#### Data for analysis

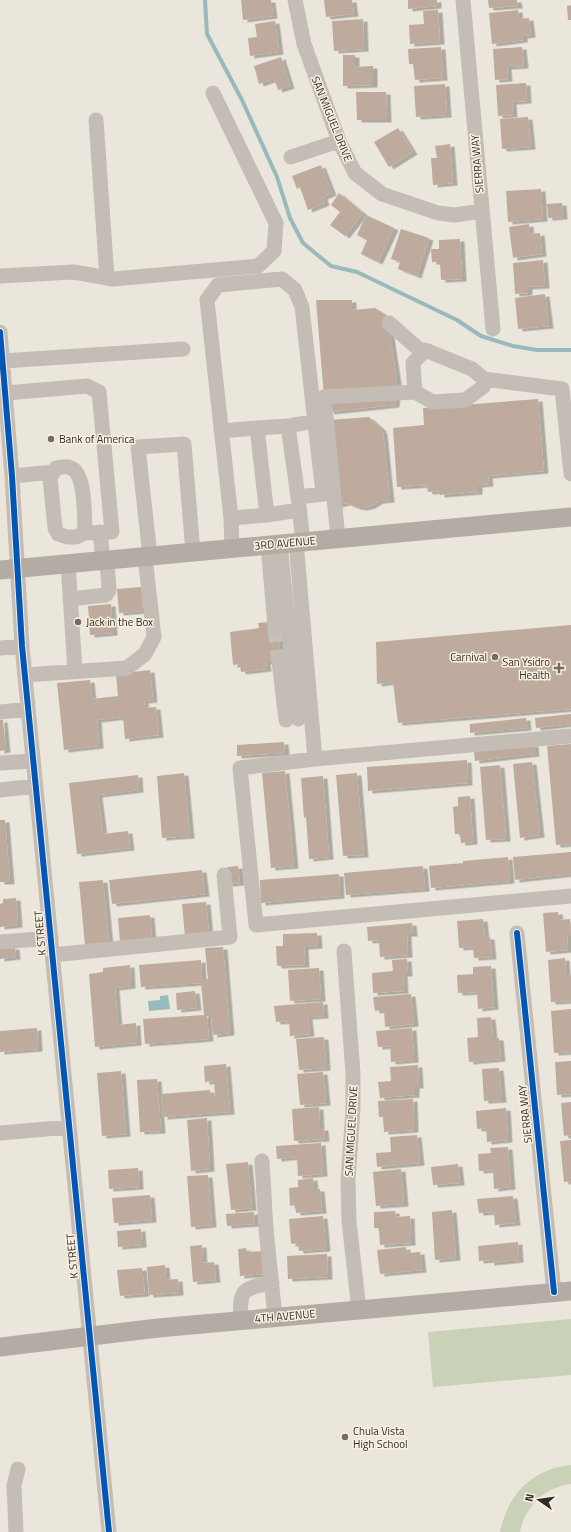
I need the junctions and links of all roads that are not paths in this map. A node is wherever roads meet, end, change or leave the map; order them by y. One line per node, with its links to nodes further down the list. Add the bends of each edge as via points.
1 (295, 0): 5 (street, SAN MIGUEL DRIVE, via 304,44)
2 (463, 0): 7 (street, SIERRA WAY)
3 (213, 93): 9 (street, via 276,223 274,251 258,266)
4 (96, 120): 9 (street)
5 (339, 141): 6 (street); 7 (street, SAN MIGUEL DRIVE, via 355,173 382,194 438,213)
6 (291, 158)
7 (482, 212): 11 (street, SIERRA WAY)
8 (0, 276): 9 (street, via 74,272)
9 (107, 278)
10 (388, 323): 14 (street)
11 (493, 329)
12 (0, 332): 15 (street, K STREET)
13 (184, 349): 15 (street)
14 (422, 352): 16 (street, via 425,350 472,369); 17 (street, via 413,363)
15 (2, 369): 18 (street, K STREET)
16 (484, 379): 17 (street, via 483,387 465,400 433,402); 24 (street, via 562,389)
17 (415, 392): 33 (street, via 324,397)
18 (6, 393): 25 (street, K STREET); 31 (street, via 87,386 99,392 112,532)
19 (315, 421): 20 (street); 22 (street, via 302,307 295,290 282,279 218,285 207,300); 27 (street, via 323,494)
20 (288, 426): 21 (street); 27 (street)
21 (257, 428): 22 (street); 28 (street)
22 (221, 431): 30 (street)
23 (54, 472): 25 (street); 32 (street, via 56,468 69,467 77,472 81,481); 32 (street, via 50,478 54,528 58,534 67,537)
24 (571, 474)
25 (12, 476): 26 (street, K STREET)
26 (6, 494): 40 (street, K STREET)
27 (299, 503): 28 (street); 34 (street)
28 (267, 515): 30 (street)
29 (571, 517): 33 (main road, 3RD AVENUE)
30 (230, 518): 35 (street)
31 (100, 532): 32 (street); 38 (street)
32 (85, 533)
33 (338, 538): 34 (main road, 3RD AVENUE)
34 (287, 543): 35 (main road, 3RD AVENUE); 42 (street); 45 (street, via 292,720); 51 (street)
35 (232, 548): 36 (main road, 3RD AVENUE)
36 (192, 552): 37 (main road, 3RD AVENUE); 37 (street, via 184,444 138,447)
37 (148, 556): 38 (main road, 3RD AVENUE); 46 (street, via 154,637 145,654 127,668)
38 (105, 560): 39 (main road, 3RD AVENUE); 41 (street, via 109,590 106,595)
39 (68, 563): 40 (main road, 3RD AVENUE); 41 (street)
40 (8, 570): 43 (street, K STREET)
41 (70, 599): 46 (street)
42 (275, 627)
43 (22, 646): 44 (street); 47 (street, K STREET)
44 (0, 648)
45 (279, 661)
46 (75, 672): 47 (street)
47 (25, 675): 48 (street, K STREET)
48 (28, 709): 49 (street); 52 (street, K STREET)
49 (0, 712)
50 (571, 736): 51 (street)
51 (315, 759): 57 (street, via 240,768 256,925)
52 (34, 761): 53 (street); 54 (street, K STREET)
53 (0, 763)
54 (36, 786): 55 (street); 59 (street, K STREET)
55 (0, 790)
56 (224, 876): 62 (street, via 230,937)
57 (571, 896)
58 (517, 933): 67 (street, SIERRA WAY)
59 (51, 938): 60 (street); 62 (street, K STREET)
60 (0, 942)
61 (344, 951): 68 (street, SAN MIGUEL DRIVE, via 353,1074 348,1180 349,1221)
62 (52, 955): 63 (street, K STREET)
63 (69, 1127): 64 (street); 71 (street, K STREET)
64 (0, 1133)
65 (262, 1161): 66 (street)
66 (272, 1284): 69 (street); 70 (street, via 257,1285 240,1297)
67 (562, 1291): 68 (main road, 4TH AVENUE)
68 (359, 1310): 69 (main road, 4TH AVENUE)
69 (275, 1317): 70 (main road, 4TH AVENUE)
70 (241, 1320): 71 (main road, 4TH AVENUE)
71 (89, 1336): 72 (main road, 4TH AVENUE); 75 (street, K STREET)
72 (0, 1347)
73 (18, 1469): 74 (street, via 14,1486)
74 (16, 1532)
75 (109, 1532)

#### Prompt
Aside from its pictures, the listing must be given again in full, exactly as it appears.

#### Solved problem
I need the junctions and links of all roads that are not paths in this map. A node is wherever roads meet, end, change or leave the map; order them by y. One line per node, with its links to nodes further down the list. Add the bends of each edge as via points.
1 (295, 0): 5 (street, SAN MIGUEL DRIVE, via 304,44)
2 (463, 0): 7 (street, SIERRA WAY)
3 (213, 93): 9 (street, via 276,223 274,251 258,266)
4 (96, 120): 9 (street)
5 (339, 141): 6 (street); 7 (street, SAN MIGUEL DRIVE, via 355,173 382,194 438,213)
6 (291, 158)
7 (482, 212): 11 (street, SIERRA WAY)
8 (0, 276): 9 (street, via 74,272)
9 (107, 278)
10 (388, 323): 14 (street)
11 (493, 329)
12 (0, 332): 15 (street, K STREET)
13 (184, 349): 15 (street)
14 (422, 352): 16 (street, via 425,350 472,369); 17 (street, via 413,363)
15 (2, 369): 18 (street, K STREET)
16 (484, 379): 17 (street, via 483,387 465,400 433,402); 24 (street, via 562,389)
17 (415, 392): 33 (street, via 324,397)
18 (6, 393): 25 (street, K STREET); 31 (street, via 87,386 99,392 112,532)
19 (315, 421): 20 (street); 22 (street, via 302,307 295,290 282,279 218,285 207,300); 27 (street, via 323,494)
20 (288, 426): 21 (street); 27 (street)
21 (257, 428): 22 (street); 28 (street)
22 (221, 431): 30 (street)
23 (54, 472): 25 (street); 32 (street, via 56,468 69,467 77,472 81,481); 32 (street, via 50,478 54,528 58,534 67,537)
24 (571, 474)
25 (12, 476): 26 (street, K STREET)
26 (6, 494): 40 (street, K STREET)
27 (299, 503): 28 (street); 34 (street)
28 (267, 515): 30 (street)
29 (571, 517): 33 (main road, 3RD AVENUE)
30 (230, 518): 35 (street)
31 (100, 532): 32 (street); 38 (street)
32 (85, 533)
33 (338, 538): 34 (main road, 3RD AVENUE)
34 (287, 543): 35 (main road, 3RD AVENUE); 42 (street); 45 (street, via 292,720); 51 (street)
35 (232, 548): 36 (main road, 3RD AVENUE)
36 (192, 552): 37 (main road, 3RD AVENUE); 37 (street, via 184,444 138,447)
37 (148, 556): 38 (main road, 3RD AVENUE); 46 (street, via 154,637 145,654 127,668)
38 (105, 560): 39 (main road, 3RD AVENUE); 41 (street, via 109,590 106,595)
39 (68, 563): 40 (main road, 3RD AVENUE); 41 (street)
40 (8, 570): 43 (street, K STREET)
41 (70, 599): 46 (street)
42 (275, 627)
43 (22, 646): 44 (street); 47 (street, K STREET)
44 (0, 648)
45 (279, 661)
46 (75, 672): 47 (street)
47 (25, 675): 48 (street, K STREET)
48 (28, 709): 49 (street); 52 (street, K STREET)
49 (0, 712)
50 (571, 736): 51 (street)
51 (315, 759): 57 (street, via 240,768 256,925)
52 (34, 761): 53 (street); 54 (street, K STREET)
53 (0, 763)
54 (36, 786): 55 (street); 59 (street, K STREET)
55 (0, 790)
56 (224, 876): 62 (street, via 230,937)
57 (571, 896)
58 (517, 933): 67 (street, SIERRA WAY)
59 (51, 938): 60 (street); 62 (street, K STREET)
60 (0, 942)
61 (344, 951): 68 (street, SAN MIGUEL DRIVE, via 353,1074 348,1180 349,1221)
62 (52, 955): 63 (street, K STREET)
63 (69, 1127): 64 (street); 71 (street, K STREET)
64 (0, 1133)
65 (262, 1161): 66 (street)
66 (272, 1284): 69 (street); 70 (street, via 257,1285 240,1297)
67 (562, 1291): 68 (main road, 4TH AVENUE)
68 (359, 1310): 69 (main road, 4TH AVENUE)
69 (275, 1317): 70 (main road, 4TH AVENUE)
70 (241, 1320): 71 (main road, 4TH AVENUE)
71 (89, 1336): 72 (main road, 4TH AVENUE); 75 (street, K STREET)
72 (0, 1347)
73 (18, 1469): 74 (street, via 14,1486)
74 (16, 1532)
75 (109, 1532)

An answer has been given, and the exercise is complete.